Striking workers at the Amen web hosting operation in France are using a weblog to air their grievances and try to gain a seat at the table as the business is sold to a new owner. Amen is part of cash-strapped VIA Networks, which last week agreed to a sale to UK provider Claranet to head off a liquidity crisis. But employees at Amen, which was bought by VIA last January, say they and their managers have been excluded from discussions about the sale and given no information about their fate, and gone on strike in protest.
The Amen on Strike blog, housed offsite at French host Nerim, details the Amen staffer's grievances over their treatment and ongoing efforts to meet with executives at VIA Networks to discuss their future. The amenengreve.info domain name was obtained through the proxy registration service at Network Solutions, which keeps the owner's name and address private.
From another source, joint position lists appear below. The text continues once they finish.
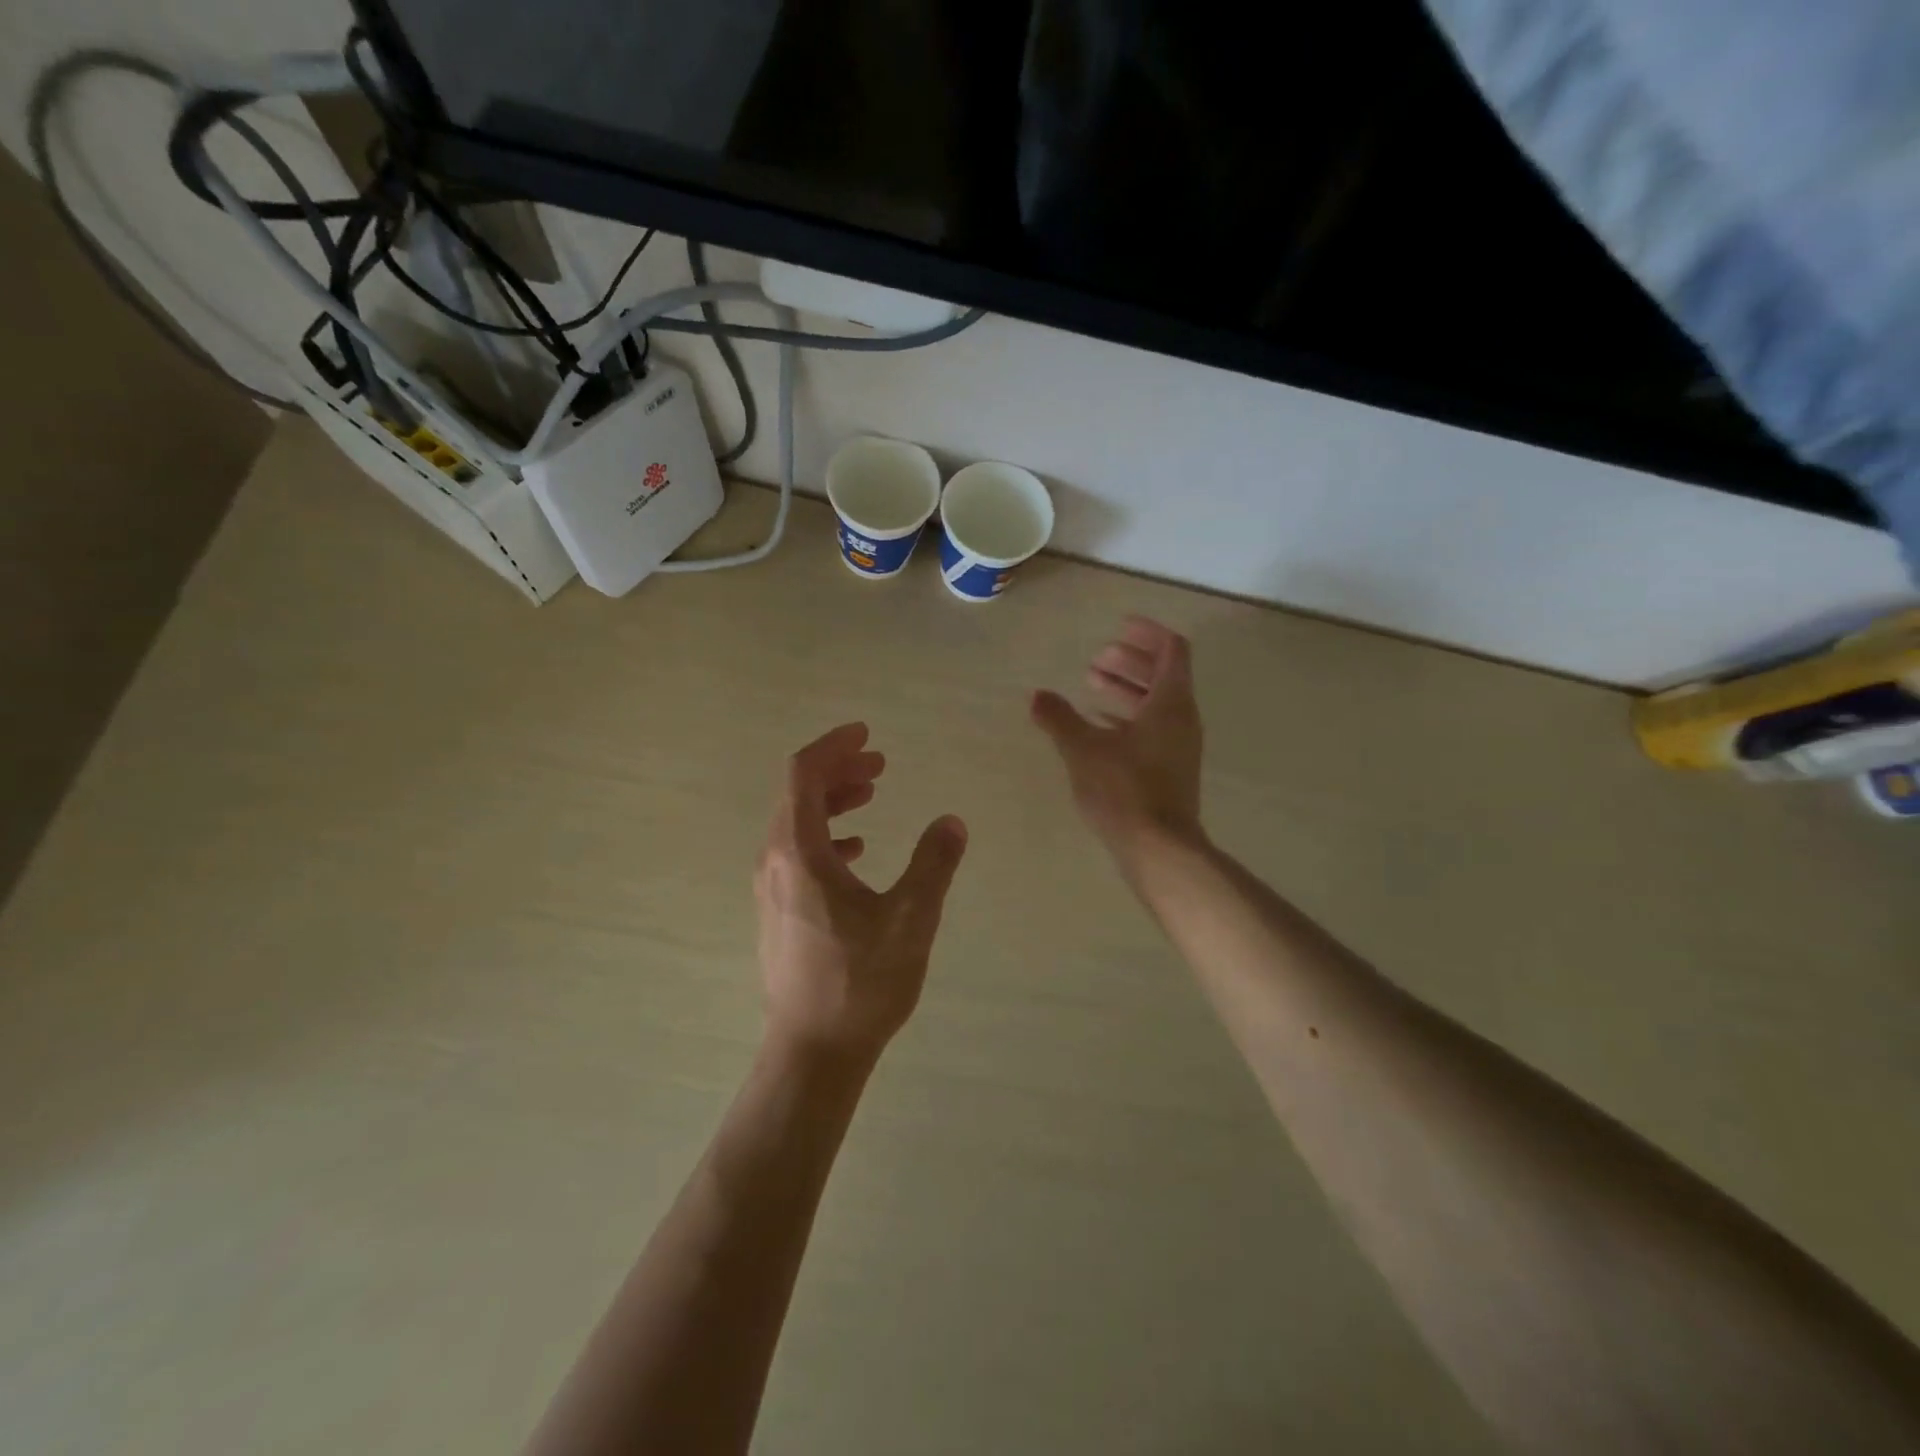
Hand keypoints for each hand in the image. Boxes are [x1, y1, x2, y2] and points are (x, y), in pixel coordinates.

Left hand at [755, 723, 968, 1064]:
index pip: (804, 775)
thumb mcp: (910, 919)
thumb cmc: (860, 982)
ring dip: (834, 800)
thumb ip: (934, 864)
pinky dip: (827, 835)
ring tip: (873, 793)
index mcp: (799, 852)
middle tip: (880, 762)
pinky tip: (858, 850)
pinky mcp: (778, 910)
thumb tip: (951, 822)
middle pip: (798, 794)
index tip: (867, 733)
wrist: (813, 1051)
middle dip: (839, 769)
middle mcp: (774, 861)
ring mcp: (772, 887)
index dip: (834, 746)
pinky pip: (798, 851)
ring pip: (797, 823)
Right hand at [1031, 617, 1204, 865]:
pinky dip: (1127, 717)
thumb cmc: (1124, 790)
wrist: (1158, 849)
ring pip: (1156, 703)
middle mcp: (1182, 719)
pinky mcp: (1170, 770)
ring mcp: (1178, 746)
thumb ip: (1059, 719)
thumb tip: (1037, 696)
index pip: (1171, 650)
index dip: (1148, 633)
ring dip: (1127, 689)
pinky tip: (1098, 726)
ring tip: (1091, 686)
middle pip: (1163, 674)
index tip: (1119, 627)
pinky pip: (1152, 728)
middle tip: (1097, 658)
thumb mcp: (1083, 749)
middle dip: (1130, 661)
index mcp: (1170, 703)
VIA Networks has acknowledged the strike, but says that all hosting operations at Amen are being properly maintained by VIA staff. The Amen on Strike blog asserted that "certain services require manual validation and as there is no support in place these orders have gone unattended."
As in any acquisition, the nature of the deal leaves Amen staff with little leverage. Claranet can offer no assurances, as it does not yet employ the workers. As the seller (and a cash-strapped one at that), VIA Networks has limited ability to dictate terms to Claranet on employee retention - even if it were negotiating with the striking Amen workers. Uncontent to wait for news, the Amen workers decided instead on a job action, with the blog serving as a digital megaphone to air their grievances to the public and the press.
The Amen and PSI Net Europe assets were placed for sale last month when VIA said it faced "an urgent liquidity crisis." The distressed sale continues the consolidation in the European hosting market following a flurry of 2004 deals in which Freenet bought Tect's hosting operation, Host Europe PLC was bought by Pipex, NetBenefit purchased Easily Ltd., and Lycos Europe bought United-Domains of Munich.